Chronic lung diseases are strongly associated with pulmonary hypertension (PH), and even mildly elevated pulmonary arterial pressures are associated with increased mortality. Chronic obstructive pulmonary disease (COPD) is the most common chronic lung disease, but few of these patients develop severe PH. Not all these pulmonary pressure elevations are due to COPD, although patients with severe PH due to COPD may represent the largest subgroup within patients with COPD and severe PH. There are also patients with left heart disease (group 2), chronic thromboembolic disease (group 4, CTEPH) and pulmonary arterial hypertension (group 1, PAH) who suffer from COPD or another chronic lung disease as co-morbidity. Because therapeutic consequences very much depend on the cause of pulmonary hypertension, it is important to complete the diagnostic procedures and to decide on the main cause of PH before any decision on PAH drugs is made. The World Symposia on Pulmonary Hypertension (WSPH) have provided guidance for these important decisions.
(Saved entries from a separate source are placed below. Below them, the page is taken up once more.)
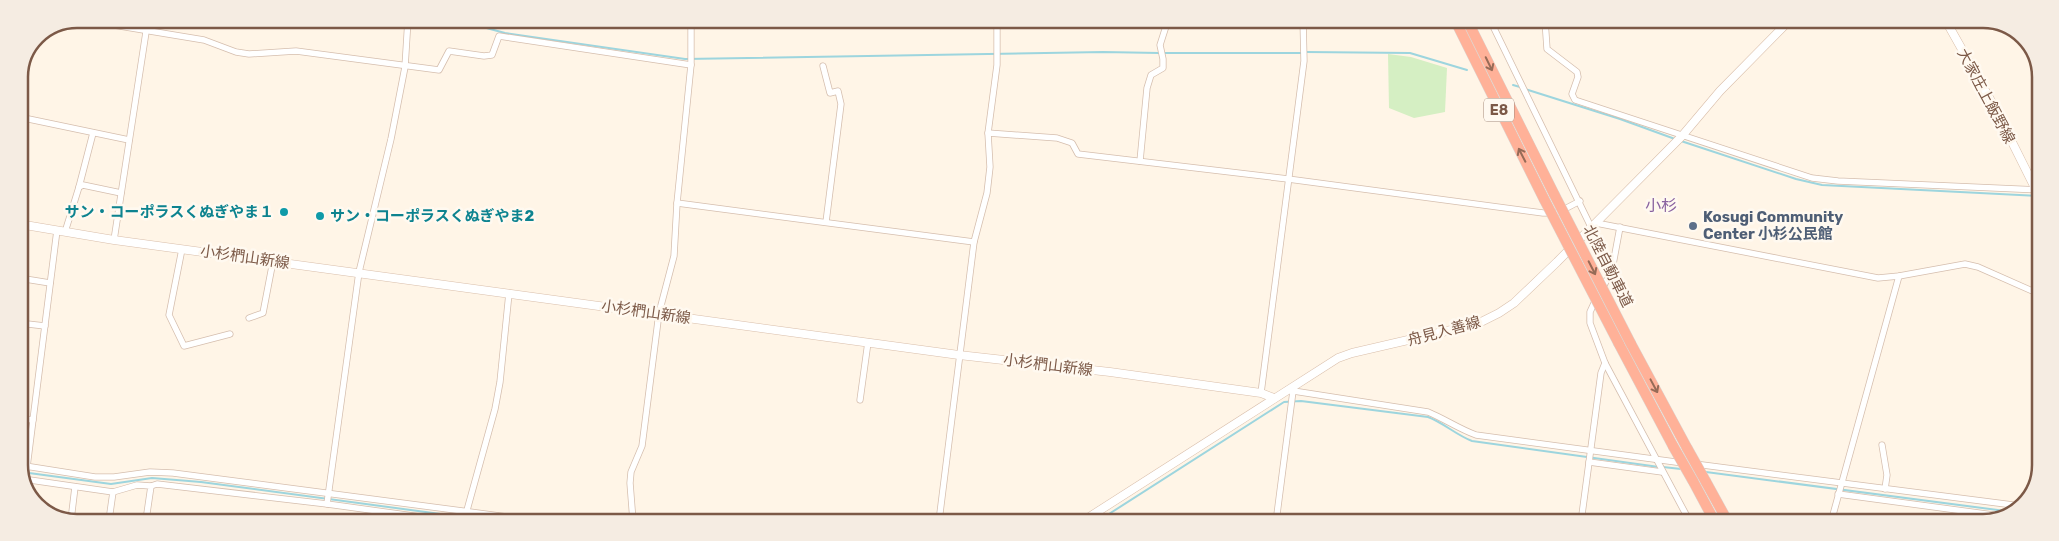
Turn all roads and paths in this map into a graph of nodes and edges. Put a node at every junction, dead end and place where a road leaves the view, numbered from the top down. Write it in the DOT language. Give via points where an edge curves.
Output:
graph roads {
  1 [pos="139,28"];
  2 [pos="407,28"];
  3 [pos="691,28"];
  4 [pos="997,28"];
  5 [pos="1166,28"];
  6 [pos="1303,28"];
  7 [pos="1459,28"];
  8 [pos="1471,28"];
  9 [pos="1494,28"];
  10 [pos="1545,28"];
  11 [pos="1782,28"];
  12 [pos="1950,28"];
  13 [pos="146,29"];
  14 [pos="690,65"];
  15 [pos="823,66"];
  16 [pos="404,67"];
  17 [pos="28,119"];
  18 [pos="93,133"];
  19 [pos="988,133"];
  20 [pos="1682,136"];
  21 [pos="129,140"];
  22 [pos="1140,161"];
  23 [pos="1288,179"];
  24 [pos="2031,179"];
  25 [pos="79,187"];
  26 [pos="2031,192"];
  27 [pos="122,193"];
  28 [pos="1549,196"];
  29 [pos="1580,201"];
  30 [pos="677,203"];
  31 [pos="826,222"];
  32 [pos="1594,224"];
  33 [pos="28,226"];
  34 [pos="1620,227"];
  35 [pos="61,231"];
  36 [pos="114,240"];
  37 [pos="974,242"];
  38 [pos="182,249"];
  39 [pos="273,261"];
  40 [pos="1612,270"];
  41 [pos="359,272"];
  42 [pos="1899,276"];
  43 [pos="28,279"];
  44 [pos="50,282"];
  45 [pos="2032,291"];
  46 [pos="510,293"];
  47 [pos="659,313"];
  48 [pos="249,318"];
  49 [pos="28,324"];
  50 [pos="45,326"];
  51 [pos="230,334"];
  52 [pos="868,342"];
  53 [pos="959,355"];
  54 [pos="1605,363"];
  55 [pos="1290,391"];
  56 [pos="1261,393"];
  57 [pos="1274,398"];
  58 [pos="860,400"];
  59 [pos="28,419"];
  60 [pos="33,420"];
  61 [pos="1882,445"];
  62 [pos="1590,450"];
  63 [pos="28,458"];
  64 [pos="1656,460"];
  65 [pos="1588,462"];
  66 [pos="28,466"];
  67 [pos="1662,472"];
  68 [pos="30,481"];
  69 [pos="1841,483"];
  70 [pos="151,486"];
  71 [pos="75,487"];
  72 [pos="1885,489"];
  73 [pos="113,492"];
  74 [pos="329,493"];
  75 [pos="1838,494"];
  76 [pos="327,504"];
  77 [pos="2009,505"];
  78 [pos="465,511"];
  79 [pos="72,514"];
  80 [pos="110,514"];
  81 [pos="147,514"];
  82 [pos="399,514"];
  83 [pos="465,514"];
  84 [pos="487,514"];
  85 [pos="632,514"];
  86 [pos="940,514"];
  87 [pos="1094,514"];
  88 [pos="1277,514"];
  89 [pos="1582,514"];
  90 [pos="1686,514"];
  91 [pos="1711,514"];
  92 [pos="1724,514"];
  93 [pos="1833,514"];
  94 [pos="1984,514"];
  1 -- 13 [label="street"];
  2 -- 16 [label="street"];
  3 -- 14 [label="street"];
  4 -- 19 [label="street" via="998,65"];
  5 -- 22 [label="street" via="1160,46 1162,68 1151,75 1147,88"];
  6 -- 23 [label="street" via="1304,60"];
  28 -- 7 [label="highway, 北陸自動車道 / E8, one-way"];
  8 -- 28 [label="highway, 北陸自動車道 / E8, one-way"];
  9 -- 29 [label="street"];
  10 -- 20 [label="street" via="1547,49 1577,72 1572,94 1575,100"];
  11 -- 20 [label="main road, 舟見入善線" via="1720,91"];
  12 -- 24 [label="main road, 大家庄上飯野線"];
  13 -- 16 [label="street" via="204,40 249,54 296,51"];
  13 -- 21 [label="street"];
  14 -- 16 [label="street" via="499,36 492,55 449,51 439,70"];
  14 -- 30 [label="street"];
  15 -- 31 [label="street" via="830,93 838,91 842,104"];
  16 -- 41 [label="street" via="389,150"];
  17 -- 18 [label="street"];
  18 -- 21 [label="street"];
  18 -- 25 [label="street"];
  19 -- 22 [label="street" via="1057,138 1072,143 1078,154"];
  19 -- 37 [label="street" via="990,167 987,193"];
  20 -- 26 [label="street" via="1812,178"];
  20 -- 32 [label="main road, 舟見入善線"];
  21 -- 27 [label="street"];
  22 -- 23 [label="street"];
  23 -- 29 [label="street" via="1542,213 1557,213"];
  23 -- 56 [label="street"];
  25 -- 27 [label="street" via="83,185"];
  25 -- 35 [label="street"];
  27 -- 36 [label="street"];
  28 -- 91 [label="highway, 北陸自動車道 / E8, bridge" via="1619,344"];
  28 -- 92 [label="highway, 北陸自動車道 / E8, one-way, bridge"];
  29 -- 32 [label="street"];
  30 -- 31 [label="street"];
  30 -- 47 [label="street" via="674,256"];
  31 -- 37 [label="street"];
  32 -- 34 [label="street"];
  32 -- 40 [label="street"];
  32 -- 55 [label="main road, 舟見入善線" via="1526,293 1499,313 1477,324 1352,353 1328,364"];
  33 -- 35 [label="main road, 小杉椚山新線"];
  34 -- 40 [label="street"];
  34 -- 42 [label="street" via="1864,276"];
  35 -- 36 [label="main road, 小杉椚山新線"];
  35 -- 44 [label="street"];
  36 -- 38 [label="main road, 小杉椚山新線"];
  37 -- 53 [label="street"];
  38 -- 39 [label="main road, 小杉椚山新線"];
  38 -- 51 [label="street" via="169,315 184,346"];
  39 -- 41 [label="main road, 小杉椚山新線"];
  39 -- 48 [label="street" via="263,313"];
  40 -- 54 [label="street" via="1590,312 1590,323"];
  41 -- 46 [label="main road, 小杉椚山新線"];
  41 -- 74 [label="street"];
  42 -- 45 [label="street" via="1965,264"];
  42 -- 69 [label="street"];
  43 -- 44 [label="street"];
  44 -- 50 [label="street"];
  46 -- 47 [label="main road, 小杉椚山新線"];
  46 -- 78 [label="street" via="495,409"];
  47 -- 52 [label="main road, 小杉椚山新線"];
  47 -- 85 [label="street" via="642,446 630,483"];
  49 -- 50 [label="street"];
  50 -- 60 [label="street"];
  52 -- 53 [label="main road, 小杉椚山新線"];
  52 -- 58 [label="street"];
  53 -- 56 [label="main road, 小杉椚山新線"];
  53 -- 86 [label="street"];
  54 -- 62 [label="street" via="1600,372"];
  54 -- 64 [label="street"];
  55 -- 57 [label="main road, 舟見入善線"];
  55 -- 62 [label="street" via="1428,412 1476,435"];
  55 -- 88 [label="street"];
  56 -- 57 [label="main road, 小杉椚山新線"];
  57 -- 87 [label="main road, 舟見入善線"];
  59 -- 60 [label="street"];
  60 -- 63 [label="street"];
  61 -- 72 [label="street" via="1887,475"];
  62 -- 64 [label="street"];
  62 -- 65 [label="street"];
  64 -- 67 [label="street"];
  64 -- 69 [label="street"];
  65 -- 67 [label="street"];
  65 -- 89 [label="street"];
  66 -- 74 [label="street" via="95,477 173,473"];
  67 -- 90 [label="street"];
  68 -- 71 [label="street"];
  69 -- 72 [label="street"];
  69 -- 75 [label="street"];
  70 -- 73 [label="street" via="138,485"];
  70 -- 76 [label="street" via="238,492"];
  70 -- 81 [label="street"];
  71 -- 73 [label="street"];
  71 -- 79 [label="street"];
  72 -- 77 [label="street"];
  73 -- 80 [label="street"];
  74 -- 76 [label="street"];
  74 -- 78 [label="street"];
  75 -- 93 [label="street"];
  75 -- 94 [label="street"];
  76 -- 82 [label="street"];
  78 -- 83 [label="street"];
  78 -- 84 [label="street"];
}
Group 2 PH or complex developmental diseases with elevated postcapillary pressures are relatively easy to identify by means of elevated pulmonary arterial wedge pressures. Group 4 PH can be identified or excluded by perfusion lung scans in combination with chest CT. Group 1 PAH and Group 3 PH, although having quite different disease profiles, may be difficult to discern sometimes. The sixth WSPH suggests that severe pulmonary hypertension in combination with mild impairment in the pulmonary function test (FEV1 > 60 and FVC > 60%), mild parenchymal abnormalities in the high-resolution CT of the chest, and circulatory limitation in the cardiopulmonary exercise test speak in favor of Group 1 PAH. These patients are candidates for PAH therapy. If the patient suffers from group 3 PH, the only possible indication for PAH therapy is severe pulmonary hypertension (mPAP ≥ 35 mmHg or mPAP between 25 and 35 mmHg together with very low cardiac index (CI) < 2.0 L/min/m2), which can only be derived invasively. Right heart catheter investigation has been established nearly 100 years ago, but there are many important details to consider when reading pulmonary pressures in spontaneously breathing patients with severe lung disease. It is important that such diagnostic procedures and the therapeutic decisions are made in expert centers for both pulmonary hypertension and chronic lung disease.